HyperScale on HP reference hardware - problems after upgrade to v1.5

Last post 03-24-2020, 10:31 AM by Ken_H. 20 replies.
Sort Posts: Previous Next
  • HyperScale on HP reference hardware - problems after upgrade to v1.5
    Posted: 01-30-2020, 11:17 AM

    Hello everyone,

    We've been running a HyperScale media agent on HP reference hardware for about 14 months now.  Last month we added two additional drives for added capacity and upgraded to HyperScale 1.5.  I now have 8 large form factor drives on the front of each server which have a maximum capacity of 12 drives so I've still got room for another 50% increase in capacity.

    My question is:  Since adding the new drives and upgrading the version of HyperScale, I've had multiple outages due to high internal temperature faults.  Each node has had this issue at various times, no two nodes have failed at the same time.  During the day when no backups are running the fans used to run at 12% of maximum so we've tweaked the BIOS for increased cooling and now see the fans runing at 32% of maximum.  I'm not sure what things are like when backups run as that's the middle of the night.  Also, I've checked with my facilities people and all data center AC units are running normally and there's been no change to the temperature setting.

    We're a HP shop and have several DL380 servers and none have ever had a shutdown due to heat in the 15 years I've been here (Disclaimer:  As far as I know). 

    So my question is:  For anyone else running HyperScale on HP reference hardware... did you notice any issues following the upgrade to HyperScale 1.5?

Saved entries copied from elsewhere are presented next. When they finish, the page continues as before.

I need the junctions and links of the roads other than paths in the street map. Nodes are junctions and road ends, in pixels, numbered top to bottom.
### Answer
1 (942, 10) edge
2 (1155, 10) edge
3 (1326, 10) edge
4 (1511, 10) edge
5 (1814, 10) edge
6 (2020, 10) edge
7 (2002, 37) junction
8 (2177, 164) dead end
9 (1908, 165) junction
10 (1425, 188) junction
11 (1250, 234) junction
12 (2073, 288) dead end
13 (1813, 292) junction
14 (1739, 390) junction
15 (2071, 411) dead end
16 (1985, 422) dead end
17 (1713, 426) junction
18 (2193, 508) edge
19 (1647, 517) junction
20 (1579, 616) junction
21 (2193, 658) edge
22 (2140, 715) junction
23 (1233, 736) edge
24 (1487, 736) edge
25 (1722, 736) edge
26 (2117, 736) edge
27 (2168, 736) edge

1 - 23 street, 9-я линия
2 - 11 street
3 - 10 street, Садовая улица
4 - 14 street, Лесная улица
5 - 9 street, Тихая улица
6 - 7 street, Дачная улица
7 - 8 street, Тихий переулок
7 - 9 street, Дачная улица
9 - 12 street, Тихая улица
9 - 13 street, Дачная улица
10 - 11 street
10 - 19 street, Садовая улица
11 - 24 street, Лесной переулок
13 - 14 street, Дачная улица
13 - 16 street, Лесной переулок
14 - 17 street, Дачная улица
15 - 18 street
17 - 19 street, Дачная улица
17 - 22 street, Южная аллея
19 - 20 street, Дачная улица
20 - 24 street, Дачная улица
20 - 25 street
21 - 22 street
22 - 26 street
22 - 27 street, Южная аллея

    At this time my next step is to change the BIOS to run at max cooling where all fans run at 100% all the time.  This is fine, I just thought I'd check to see if anyone else had any similar issues.

    Ken

  • Re: HyperScale on HP reference hardware - problems after upgrade to v1.5
    Posted: 01-31-2020, 7:08 AM

    Hi Ken_H

    The purpose of the HyperScale 1.5 is to upgrade the kernel to the latest Redhat 7.7, to leverage various fix an enhancement both at the kernel and Gluster layer. 

    The upgrade of the kernel should not have any specific behavioral changes to how the hardware operates. 

    Have you engaged HPE and check whether there could be any compatibility issue with any of the new firmware and drivers introduced as part of Redhat 7.7 ?

    I suspect that there could be potential compatibility issue between specific firmware introduced as part of Redhat 7.7 that could be not playing well with the Bios/Hardware. HPE could advised more on this area if this is the case

    Regards

    Winston 

  • Re: HyperScale on HP reference hardware - problems after upgrade to v1.5
    Posted: 02-14-2020, 10:54 AM

    We've upgraded the firmware in all three servers AND set all fans to run at their maximum speed yet we still have a problem with shutdowns due to high internal temperature.  My sysadmin is on vacation right now and when he returns we'll consider our options for dealing with this.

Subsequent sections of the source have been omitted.